(Data extracted from a collection)
[Start of Attachment]
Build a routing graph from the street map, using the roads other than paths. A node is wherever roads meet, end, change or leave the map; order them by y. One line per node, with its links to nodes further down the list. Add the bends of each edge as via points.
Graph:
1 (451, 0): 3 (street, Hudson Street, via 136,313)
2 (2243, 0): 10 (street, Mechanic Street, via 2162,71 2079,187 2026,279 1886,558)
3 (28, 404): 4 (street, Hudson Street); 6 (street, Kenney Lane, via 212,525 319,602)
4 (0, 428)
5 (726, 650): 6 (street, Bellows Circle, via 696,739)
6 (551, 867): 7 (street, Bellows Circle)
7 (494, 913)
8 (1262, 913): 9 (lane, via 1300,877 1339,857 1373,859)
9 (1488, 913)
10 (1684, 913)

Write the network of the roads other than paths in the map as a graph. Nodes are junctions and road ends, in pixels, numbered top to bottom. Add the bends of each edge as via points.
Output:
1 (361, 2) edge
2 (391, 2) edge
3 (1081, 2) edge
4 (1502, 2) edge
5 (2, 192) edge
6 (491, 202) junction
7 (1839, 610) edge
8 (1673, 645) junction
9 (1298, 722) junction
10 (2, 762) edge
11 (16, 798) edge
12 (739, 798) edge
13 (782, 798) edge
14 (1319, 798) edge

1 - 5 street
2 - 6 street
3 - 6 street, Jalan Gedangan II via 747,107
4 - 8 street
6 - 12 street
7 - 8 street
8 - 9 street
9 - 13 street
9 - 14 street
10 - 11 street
[End of Attachment]
▶ WORK TASK: Word for word, repeat each entry shown above.

▶ OUTPUT FOR THIS EXERCISE:
Build a routing graph from the street map, using the roads other than paths. A node is wherever roads meet, end, change or leave the map; order them by y. One line per node, with its links to nodes further down the list. Add the bends of each edge as via points.
Graph:
1 (451, 0): 3 (street, Hudson Street, via 136,313)
2 (2243, 0): 10 (street, Mechanic Street, via 2162,71 2079,187 2026,279 1886,558)
3 (28, 404): 4 (street, Hudson Street); 6 (street, Kenney Lane, via 212,525 319,602)
4 (0, 428)
5 (726, 650): 6 (street, Bellows Circle, via 696,739)
6 (551, 867): 7 (street, Bellows Circle)
7 (494, 913)
8 (1262, 913): 9 (lane, via 1300,877 1339,857 1373,859)
9 (1488, 913)
10 (1684, 913)

Write the network of the roads other than paths in the map as a graph. Nodes are junctions and road ends, in pixels, numbered top to bottom. Add the bends of each edge as via points.
Output:
1 (361, 2) edge
2 (391, 2) edge
3 (1081, 2) edge
4 (1502, 2) edge
5 (2, 192) edge
6 (491, 202) junction
7 (1839, 610) edge
8 (1673, 645) junction
9 (1298, 722) junction
10 (2, 762) edge
11 (16, 798) edge
12 (739, 798) edge
13 (782, 798) edge
14 (1319, 798) edge

1 - 5 street
2 - 6 street
3 - 6 street, Jalan Gedangan II via 747,107
4 - 8 street
6 - 12 street
7 - 8 street
8 - 9 street
9 - 13 street
9 - 14 street
10 - 11 street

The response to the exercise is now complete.